Each record is to be given again without alteration.

::::::

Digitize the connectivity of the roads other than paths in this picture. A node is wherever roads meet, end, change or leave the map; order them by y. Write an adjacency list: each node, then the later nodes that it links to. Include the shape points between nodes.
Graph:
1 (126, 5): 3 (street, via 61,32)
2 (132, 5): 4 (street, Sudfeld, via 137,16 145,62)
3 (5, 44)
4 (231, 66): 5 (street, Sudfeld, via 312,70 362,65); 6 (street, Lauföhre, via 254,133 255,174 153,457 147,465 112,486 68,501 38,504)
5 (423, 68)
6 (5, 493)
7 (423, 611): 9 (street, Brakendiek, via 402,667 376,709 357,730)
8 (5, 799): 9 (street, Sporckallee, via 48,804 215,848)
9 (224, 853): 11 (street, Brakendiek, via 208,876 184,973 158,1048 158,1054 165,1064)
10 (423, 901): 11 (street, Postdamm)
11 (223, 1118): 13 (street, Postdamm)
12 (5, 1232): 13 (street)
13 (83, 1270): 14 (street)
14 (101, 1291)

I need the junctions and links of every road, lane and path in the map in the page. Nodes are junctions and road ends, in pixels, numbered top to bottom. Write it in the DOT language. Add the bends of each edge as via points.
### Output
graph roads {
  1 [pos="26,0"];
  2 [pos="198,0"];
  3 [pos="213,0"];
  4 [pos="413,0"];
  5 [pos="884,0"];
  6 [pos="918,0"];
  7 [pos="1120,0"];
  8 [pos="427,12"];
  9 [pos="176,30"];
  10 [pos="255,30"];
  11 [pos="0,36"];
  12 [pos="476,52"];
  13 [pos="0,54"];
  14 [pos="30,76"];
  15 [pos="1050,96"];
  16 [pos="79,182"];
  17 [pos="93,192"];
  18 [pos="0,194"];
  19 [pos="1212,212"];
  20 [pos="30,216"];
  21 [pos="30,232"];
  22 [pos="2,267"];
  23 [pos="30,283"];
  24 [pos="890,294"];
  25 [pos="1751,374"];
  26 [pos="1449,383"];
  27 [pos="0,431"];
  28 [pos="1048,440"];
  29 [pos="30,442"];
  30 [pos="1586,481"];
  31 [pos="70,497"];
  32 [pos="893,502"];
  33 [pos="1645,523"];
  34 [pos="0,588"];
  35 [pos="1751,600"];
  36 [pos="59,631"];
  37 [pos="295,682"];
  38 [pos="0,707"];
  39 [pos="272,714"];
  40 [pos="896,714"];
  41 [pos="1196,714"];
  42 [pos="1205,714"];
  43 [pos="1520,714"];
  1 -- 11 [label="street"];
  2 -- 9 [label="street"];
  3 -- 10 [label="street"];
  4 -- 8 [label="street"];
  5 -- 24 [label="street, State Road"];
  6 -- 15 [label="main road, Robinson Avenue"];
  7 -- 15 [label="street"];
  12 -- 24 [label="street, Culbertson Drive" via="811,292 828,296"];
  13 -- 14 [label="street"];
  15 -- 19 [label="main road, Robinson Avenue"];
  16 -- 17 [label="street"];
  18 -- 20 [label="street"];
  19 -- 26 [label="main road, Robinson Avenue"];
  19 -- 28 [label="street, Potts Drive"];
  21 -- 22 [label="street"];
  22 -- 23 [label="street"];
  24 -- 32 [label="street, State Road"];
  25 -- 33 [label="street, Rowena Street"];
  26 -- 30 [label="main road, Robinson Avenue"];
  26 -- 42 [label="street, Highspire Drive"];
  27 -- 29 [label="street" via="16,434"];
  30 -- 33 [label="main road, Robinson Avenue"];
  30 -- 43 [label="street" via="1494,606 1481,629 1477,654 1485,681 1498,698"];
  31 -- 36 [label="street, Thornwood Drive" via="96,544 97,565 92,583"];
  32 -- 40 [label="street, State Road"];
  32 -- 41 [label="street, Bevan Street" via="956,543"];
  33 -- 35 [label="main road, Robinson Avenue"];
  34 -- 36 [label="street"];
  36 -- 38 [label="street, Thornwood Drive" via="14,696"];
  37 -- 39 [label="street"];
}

::::::

_Written answer_
Digitize the connectivity of the roads other than paths in this picture. A node is wherever roads meet, end, change or leave the map; order them by y. Write an adjacency list: each node, then the later nodes that it links to. Include the shape points between nodes.
Graph:
1 (126, 5): 3 (street, via 61,32)
2 (132, 5): 4 (street, Sudfeld, via 137,16 145,62)
3 (5, 44)
4 (231, 66): 5 (street, Sudfeld, via 312,70 362,65); 6 (street, Lauföhre, via 254,133 255,174 153,457 147,465 112,486 68,501 38,504)
5 (423, 68)
6 (5, 493)
7 (423, 611): 9 (street, Brakendiek, via 402,667 376,709 357,730)
8 (5, 799): 9 (street, Sporckallee, via 48,804 215,848)
9 (224, 853): 11 (street, Brakendiek, via 208,876 184,973 158,1048 158,1054 165,1064)
10 (423, 901): 11 (street, Postdamm)
11 (223, 1118): 13 (street, Postdamm)
12 (5, 1232): 13 (street)
13 (83, 1270): 14 (street)
14 (101, 1291)

I need the junctions and links of every road, lane and path in the map in the page. Nodes are junctions and road ends, in pixels, numbered top to bottom. Write it in the DOT language. Add the bends of each edge as via points.
### Output
graph roads {
  1 [pos="26,0"];
  2 [pos="198,0"];
  3 [pos="213,0"];
  4 [pos="413,0"];
  5 [pos="884,0"];
  6 [pos="918,0"];
  7 [pos="1120,0"];
  8 [pos="427,12"];
  9 [pos="176,30"];
  10 [pos="255,30"];
  11 [pos="0,36"];
  12 [pos="476,52"];
  13 [pos="0,54"];
  14 [pos="30,76"];
  15 [pos="1050,96"];
  16 [pos="79,182"];
  17 [pos="93,192"];
  18 [pos="0,194"];
  19 [pos="1212,212"];
  20 [pos="30,216"];
  21 [pos="30,232"];
  22 [pos="2,267"];
  23 [pos="30,283"];
  24 [pos="890,294"];
  25 [pos="1751,374"];
  26 [pos="1449,383"];
  27 [pos="0,431"];
  28 [pos="1048,440"];
  29 [pos="30,442"];
  30 [pos="1586,481"];
  31 [pos="70,497"];
  32 [pos="893,502"];
  33 [pos="1645,523"];
  34 [pos="0,588"];
  35 [pos="1751,600"];
  36 [pos="59,631"];
  37 [pos="295,682"];
  38 [pos="0,707"];
  39 [pos="272,714"];
  40 [pos="896,714"];
  41 [pos="1196,714"];
  42 [pos="1205,714"];
  43 [pos="1520,714"];
  1 -- 11 [label="street"];
  2 -- 9 [label="street"];
  3 -- 10 [label="street"];
  4 -- 8 [label="street"];
  5 -- 24 [label="street, State Road"];
  6 -- 15 [label="main road, Robinson Avenue"];
  7 -- 15 [label="street"];
  12 -- 24 [label="street, Culbertson Drive" via="811,292 828,296"];
  13 -- 14 [label="street"];
  15 -- 19 [label="main road, Robinson Avenue"];
  16 -- 17 [label="street"];
  18 -- 20 [label="street"];
  19 -- 26 [label="main road, Robinson Avenue"];
  19 -- 28 [label="street, Potts Drive"];
  21 -- 22 [label="street"];
  22 -- 23 [label="street"];
  24 -- 32 [label="street, State Road"];
  25 -- 33 [label="street, Rowena Street"];
  26 -- 30 [label="main road, Robinson Avenue"];
  26 -- 42 [label="street, Highspire Drive"];
  27 -- 29 [label="street" via="16,434"];
  30 -- 33 [label="main road, Robinson Avenue"];
  30 -- 43 [label="street" via="1494,606 1481,629 1477,654 1485,681 1498,698"];
  31 -- 36 [label="street, Thornwood Drive" via="96,544 97,565 92,583"];
  32 -- 40 [label="street, State Road"];
  32 -- 41 [label="street, Bevan Street" via="956,543"];
  33 -- 35 [label="main road, Robinson Avenue"];
  34 -- 36 [label="street"];
  36 -- 38 [label="street, Thornwood Drive" via="14,696"];
  37 -- 39 [label="street"];
}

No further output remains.